Talk Title | Kafka at PayPal: Enabling 400 billion messages a day |
Speakers | Kevin Lu (PayPal), Maulin Vasavada (PayPal), Na Yang (PayPal) |
Conference | Strata Data Conference |
Conf Tag | Make Data Work |
Location | New York, New York |
Date | September 11-13, 2018 |
URL | Talk Page |
Slides | Talk Slides |
Video | |
Kafka is playing an increasingly important role in messaging and streaming systems. Managing fast-growing Kafka deployments and supporting customers with various requirements can become a challenging task for a small team of only a few engineers. The availability of the Kafka infrastructure is essential to PayPal’s revenue stream. The company needs to catch issues before systems break down, know exactly how available it is for each client, and preemptively recover from problems when they occur. It also needs to have a clear view of message loss in its end-to-end Kafka pipeline. Operational tooling is critical to PayPal’s success, and the company has developed tools such as data loss auditing, full and partial cluster failovers, client and server-side KPI measurements, and a control panel for Kafka clusters. Kevin Lu, Maulin Vasavada, and Na Yang explore the management and monitoring PayPal applies to Kafka, from client-perceived statistics to configuration management, failover, and data loss auditing.
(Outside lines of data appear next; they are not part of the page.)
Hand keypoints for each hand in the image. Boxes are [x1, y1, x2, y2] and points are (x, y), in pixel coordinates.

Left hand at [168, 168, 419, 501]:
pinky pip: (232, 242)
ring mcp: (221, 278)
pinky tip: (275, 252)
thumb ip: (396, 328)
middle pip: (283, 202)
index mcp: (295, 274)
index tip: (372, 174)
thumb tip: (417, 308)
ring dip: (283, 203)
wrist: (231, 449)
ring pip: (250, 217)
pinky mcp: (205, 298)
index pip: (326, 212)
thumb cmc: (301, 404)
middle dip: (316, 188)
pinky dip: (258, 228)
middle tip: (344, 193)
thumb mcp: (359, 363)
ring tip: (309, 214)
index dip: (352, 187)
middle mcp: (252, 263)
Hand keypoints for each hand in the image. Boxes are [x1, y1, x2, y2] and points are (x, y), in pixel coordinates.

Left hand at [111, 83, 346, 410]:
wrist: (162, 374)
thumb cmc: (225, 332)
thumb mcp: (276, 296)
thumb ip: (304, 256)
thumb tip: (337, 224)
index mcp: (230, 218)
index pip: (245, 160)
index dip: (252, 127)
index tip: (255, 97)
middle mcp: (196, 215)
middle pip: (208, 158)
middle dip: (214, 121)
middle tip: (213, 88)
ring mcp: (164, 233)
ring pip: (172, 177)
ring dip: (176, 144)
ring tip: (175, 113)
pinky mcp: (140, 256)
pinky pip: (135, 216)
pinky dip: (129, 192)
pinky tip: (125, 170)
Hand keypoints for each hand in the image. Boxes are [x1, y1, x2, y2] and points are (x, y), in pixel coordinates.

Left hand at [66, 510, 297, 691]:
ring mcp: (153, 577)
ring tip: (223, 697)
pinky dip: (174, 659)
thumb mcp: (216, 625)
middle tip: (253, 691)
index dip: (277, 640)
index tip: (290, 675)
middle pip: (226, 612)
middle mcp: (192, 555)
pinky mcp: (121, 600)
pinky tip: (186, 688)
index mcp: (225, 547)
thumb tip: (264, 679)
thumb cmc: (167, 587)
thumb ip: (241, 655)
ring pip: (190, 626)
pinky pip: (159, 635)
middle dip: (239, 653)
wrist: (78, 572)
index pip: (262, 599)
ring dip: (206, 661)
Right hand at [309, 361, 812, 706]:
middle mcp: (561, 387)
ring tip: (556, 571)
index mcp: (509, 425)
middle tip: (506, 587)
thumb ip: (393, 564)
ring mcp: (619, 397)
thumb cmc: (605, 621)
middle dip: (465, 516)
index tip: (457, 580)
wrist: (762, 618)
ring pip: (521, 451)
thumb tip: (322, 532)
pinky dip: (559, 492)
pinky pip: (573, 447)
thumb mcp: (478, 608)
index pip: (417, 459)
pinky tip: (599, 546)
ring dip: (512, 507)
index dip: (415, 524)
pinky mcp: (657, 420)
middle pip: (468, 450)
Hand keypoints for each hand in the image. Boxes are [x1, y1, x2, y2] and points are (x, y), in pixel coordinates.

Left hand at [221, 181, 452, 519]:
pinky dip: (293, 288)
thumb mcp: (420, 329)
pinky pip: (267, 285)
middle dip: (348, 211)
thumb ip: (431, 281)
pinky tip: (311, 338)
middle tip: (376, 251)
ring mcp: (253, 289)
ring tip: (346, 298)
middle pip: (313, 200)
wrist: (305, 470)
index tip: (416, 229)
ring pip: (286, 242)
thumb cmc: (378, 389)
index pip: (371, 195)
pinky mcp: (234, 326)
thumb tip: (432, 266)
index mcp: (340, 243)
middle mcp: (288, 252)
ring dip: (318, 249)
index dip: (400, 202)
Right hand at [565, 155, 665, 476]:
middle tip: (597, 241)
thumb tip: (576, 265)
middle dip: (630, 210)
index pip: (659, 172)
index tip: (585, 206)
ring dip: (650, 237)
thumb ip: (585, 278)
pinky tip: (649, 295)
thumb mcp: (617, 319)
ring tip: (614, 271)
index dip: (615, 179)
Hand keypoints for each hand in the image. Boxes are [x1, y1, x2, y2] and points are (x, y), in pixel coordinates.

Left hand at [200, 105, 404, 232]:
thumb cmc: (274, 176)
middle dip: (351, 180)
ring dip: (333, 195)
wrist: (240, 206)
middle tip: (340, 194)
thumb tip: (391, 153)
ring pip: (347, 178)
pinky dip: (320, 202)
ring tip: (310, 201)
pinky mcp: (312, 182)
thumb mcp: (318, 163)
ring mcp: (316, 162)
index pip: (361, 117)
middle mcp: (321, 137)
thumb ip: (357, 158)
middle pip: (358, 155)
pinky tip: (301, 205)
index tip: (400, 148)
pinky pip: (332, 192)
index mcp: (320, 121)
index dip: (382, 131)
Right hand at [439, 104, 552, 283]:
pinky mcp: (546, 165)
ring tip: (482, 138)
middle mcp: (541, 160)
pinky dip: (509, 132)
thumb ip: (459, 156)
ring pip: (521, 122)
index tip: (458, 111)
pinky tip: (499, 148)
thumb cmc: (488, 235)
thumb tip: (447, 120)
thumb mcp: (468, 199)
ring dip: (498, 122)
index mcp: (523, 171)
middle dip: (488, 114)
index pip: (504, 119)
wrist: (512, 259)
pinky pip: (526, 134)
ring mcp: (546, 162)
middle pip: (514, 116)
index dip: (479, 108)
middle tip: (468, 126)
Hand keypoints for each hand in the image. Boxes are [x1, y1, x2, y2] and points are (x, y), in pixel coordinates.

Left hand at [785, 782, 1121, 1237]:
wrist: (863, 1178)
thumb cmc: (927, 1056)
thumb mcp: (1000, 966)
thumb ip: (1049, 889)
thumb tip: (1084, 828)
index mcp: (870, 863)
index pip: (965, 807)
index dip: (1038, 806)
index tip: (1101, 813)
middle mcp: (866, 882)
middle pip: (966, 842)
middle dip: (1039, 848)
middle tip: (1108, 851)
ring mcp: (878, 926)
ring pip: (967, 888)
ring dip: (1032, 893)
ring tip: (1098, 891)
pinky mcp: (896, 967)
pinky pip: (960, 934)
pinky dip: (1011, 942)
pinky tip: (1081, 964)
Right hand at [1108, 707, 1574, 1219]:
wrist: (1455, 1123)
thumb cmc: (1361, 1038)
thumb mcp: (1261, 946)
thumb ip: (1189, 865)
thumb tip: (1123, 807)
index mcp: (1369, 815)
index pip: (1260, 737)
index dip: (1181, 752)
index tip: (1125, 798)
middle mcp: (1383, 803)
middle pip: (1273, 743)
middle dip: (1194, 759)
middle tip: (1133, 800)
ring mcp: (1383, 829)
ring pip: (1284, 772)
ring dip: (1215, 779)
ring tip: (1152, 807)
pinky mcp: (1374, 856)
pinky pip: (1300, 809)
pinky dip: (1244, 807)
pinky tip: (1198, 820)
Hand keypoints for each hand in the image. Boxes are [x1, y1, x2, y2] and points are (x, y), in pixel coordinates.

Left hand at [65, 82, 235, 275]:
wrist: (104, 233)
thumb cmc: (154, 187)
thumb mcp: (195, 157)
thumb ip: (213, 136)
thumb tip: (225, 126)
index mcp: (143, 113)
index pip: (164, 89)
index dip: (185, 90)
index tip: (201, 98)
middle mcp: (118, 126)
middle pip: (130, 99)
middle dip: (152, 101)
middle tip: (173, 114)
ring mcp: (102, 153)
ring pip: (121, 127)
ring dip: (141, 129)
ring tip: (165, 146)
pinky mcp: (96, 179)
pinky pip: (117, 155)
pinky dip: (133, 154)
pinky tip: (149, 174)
You’ll discover the criticality of a large-scale Kafka environment, the set of tools you’ll need to make this environment work and supportable, and how to provide the performance and scalability needed for PayPal’s data volume and SLA. Along the way, they highlight the architecture of PayPal’s next-generation Kafka monitoring and management system, built for serving all the Kafka-as-a-service needs.